So everything bases on those little dots. First my thoughts were something like "you just do expr <- expr | expr.expr". This is just wrong. At least I should have reversed the order as this leads to infineite left recursion. Then I might have got away. Then I realized I only need dots after function calls and simple identifiers. Design choice(if you think it's a bad one leave a comment). Notice the "simple identifier". That's what I did: Renamed identifier to simple identifier and put something that handles dots under name identifier. And then fixed everything. 
case class DotAccess(lst: List[Expression]) extends Expression

private def identifier: Parser[DotAccess] = 
  rep1sep((functionCall | simpleIdentifier), ".") ^^ DotAccess.apply
That's about it. At least for parsing. Now the fun begins.

Nesting scopes

Scopes were designed with nesting in mind. This is a double edged sword. See, the "privates" can be  done if you rely on not being able to access the parent scope. If dot access exposes full addressing functionality a powerful feature ceases to exist. So some protection should me in place.

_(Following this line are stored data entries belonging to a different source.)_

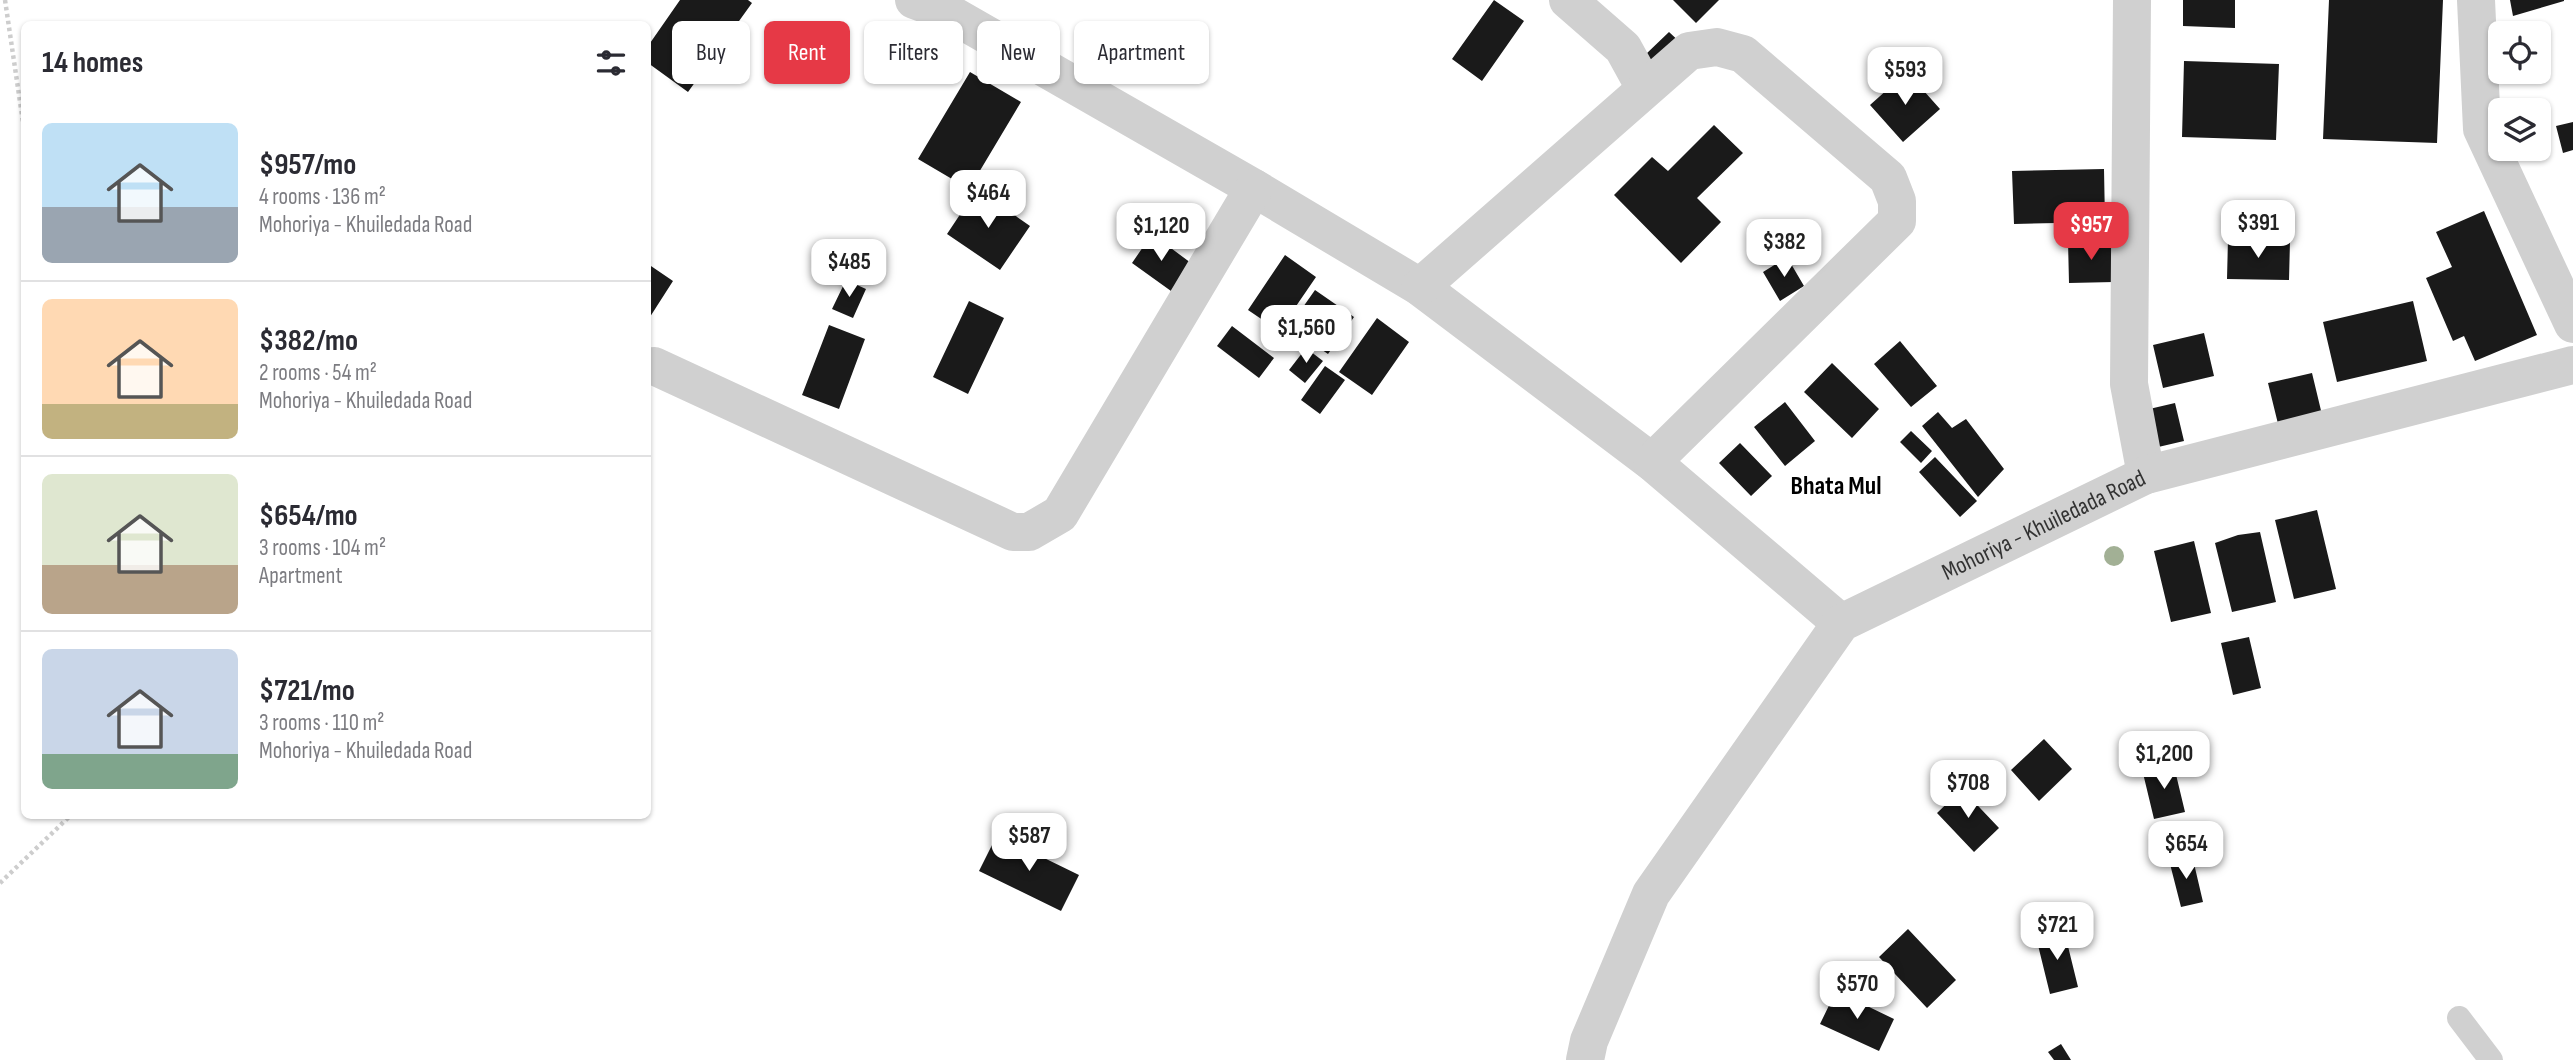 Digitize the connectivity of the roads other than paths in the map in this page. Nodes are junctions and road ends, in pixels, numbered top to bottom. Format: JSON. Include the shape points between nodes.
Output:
{"nodes":[{"id":1,"x":914,"y":0,"type":"edge"},
{"id":2,"x":1568,"y":0,"type":"edge"},
{"id":3,"x":2132,"y":0,"type":"edge"},
{"id":4,"x":2476,"y":0,"type":"edge"},
{"id":5,"x":1644,"y":88,"type":"junction"},
{"id":6,"x":1254,"y":188,"type":"junction"},
{"id":7,"x":1420,"y":287,"type":"junction"},
{"id":8,"x":2573,"y":324,"type":"edge"},
{"id":9,"x":2573,"y":365,"type":"edge"},
{"id":10,"x":654,"y":366,"type":"dead end"},
{"id":11,"x":1652,"y":462,"type":"junction"},
{"id":12,"x":2146,"y":475,"type":"junction"},
{"id":13,"x":1841,"y":623,"type":"junction"},
{"id":14,"x":2459,"y":1018,"type":"dead end"},
{"id":15,"x":1585,"y":1060,"type":"edge"},
{"id":16,"x":2491,"y":1060,"type":"edge"}],
"edges":[{"from":1,"to":6,"type":"street","via":[[947,12]]},
{"from":2,"to":5,"type":"street","via":[[1623,48]]},
{"from":3,"to":12,"type":"street","via":[[2129,384]]},
{"from":4,"to":8,"type":"street","via":[[2482,129]]},
{"from":5,"to":7,"type":"street"},
{"from":5,"to":11,"type":"street","via":[[1689,51],[1717,47],[1743,54],[1888,178],[1897,201],[1897,221]]},
{"from":6,"to":7,"type":"street"},
{"from":6,"to":10,"type":"street","via":[[1060,513],[1029,532],[1013,533]]},
{"from":7,"to":11,"type":"street"},
{"from":9,"to":12,"type":"street","name":"Mohoriya - Khuiledada Road"},
{"from":11,"to":13,"type":"street"},
{"from":12,"to":13,"type":"street","name":"Mohoriya - Khuiledada Road"},
{"from":13,"to":15,"type":"street","name":"Mohoriya - Khuiledada Road","via":[[1651,894]]},
{"from":14,"to":16,"type":"lane"}]} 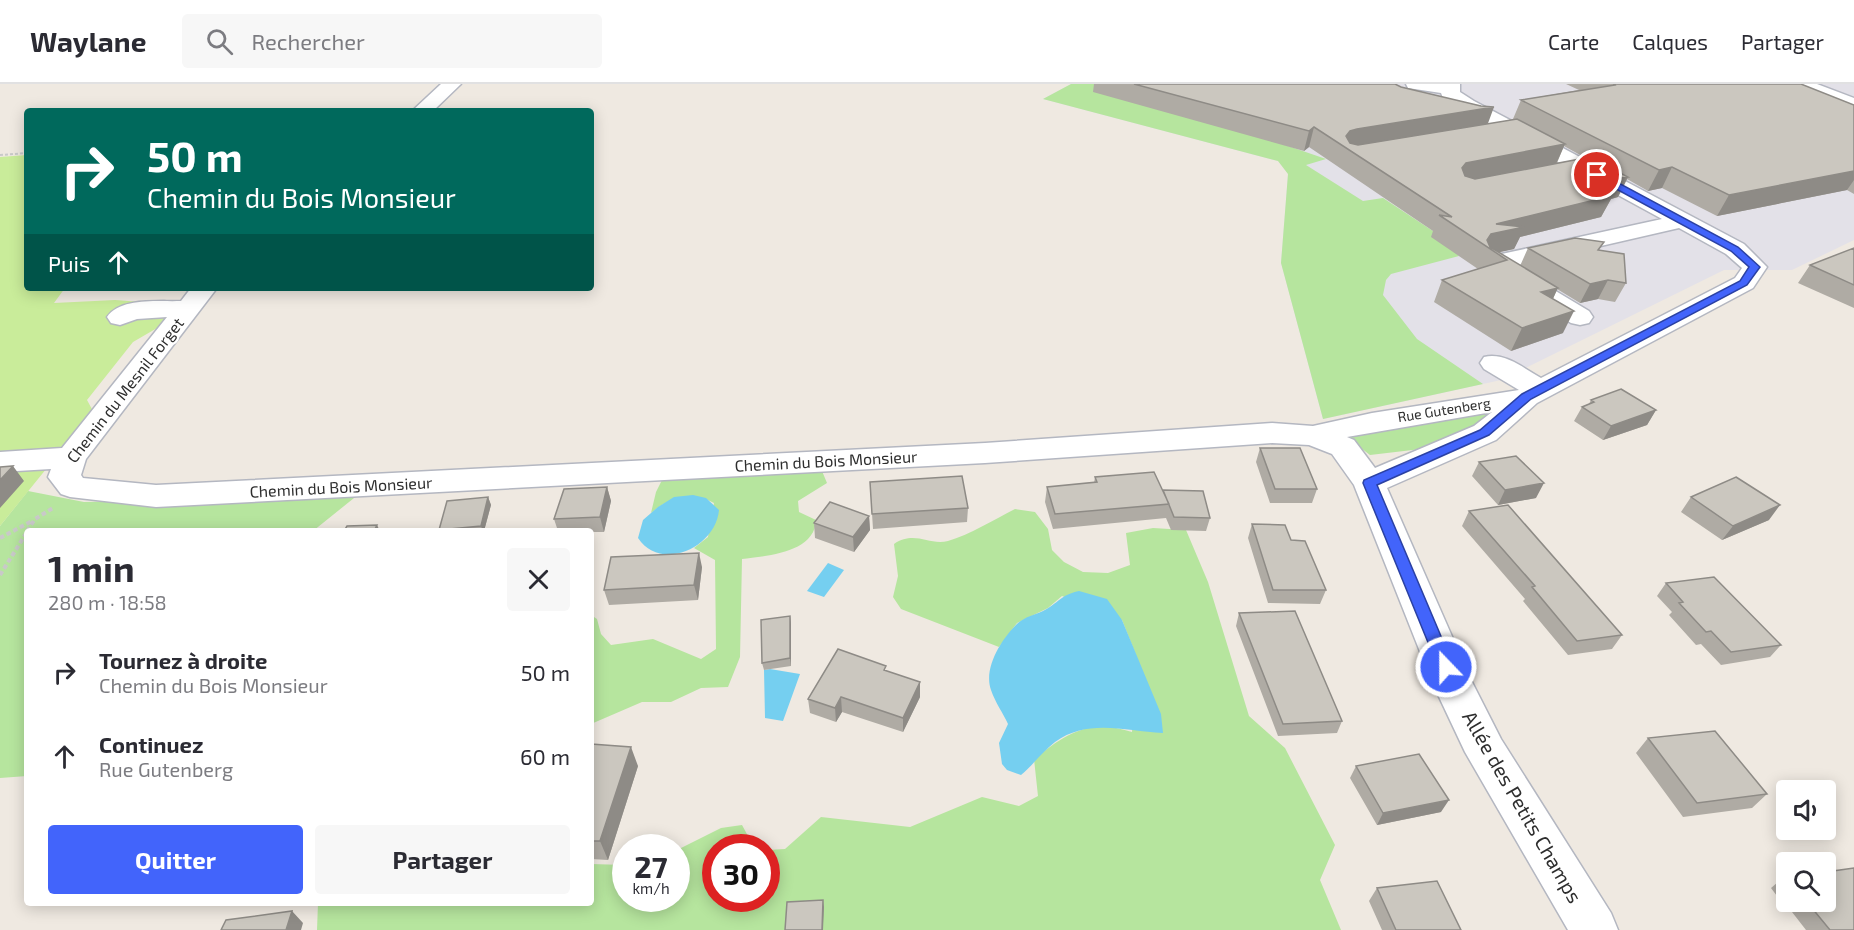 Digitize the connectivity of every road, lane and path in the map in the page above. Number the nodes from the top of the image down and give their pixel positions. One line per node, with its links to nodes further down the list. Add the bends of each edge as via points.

Something like strict get
class SScope ...
 def getStrict(key: String): Option[Any] = map.get(key)
...
And I also added an unlinked view to it just to ease usage. This is just a method that returns new SScope with no parent overriding getters and put to use map available in closure.
So now I can walk down the list in DotAccess recursively and explicitly override the implicit scope parameter. And everything automagically works. Well, not quite. If you have a function call, the arguments need to be evaluated in top scope. Not in the nested one like the function identifier. At first I didn't even think about this and only failing attempts at more complex recursion brought up this quite obvious bug.
So how to solve this? I could pre-evaluate all arguments, but I use recursion to do this and it's two levels(at least) deeper from where dots happen. So no go. I need to carry on the outer scope. I overloaded the apply method from Evaluator so other code can still function(tests ftw!) and all in all it looks like this:
def apply(e: List[Expression])(implicit scope: SScope): 
    Any = {
    (e map apply).lastOption match {
      case Some(a) => a
      case None => ()
    }
  }

  def apply(e: Expression)(implicit scope: SScope): Any = apply(e, None)(scope)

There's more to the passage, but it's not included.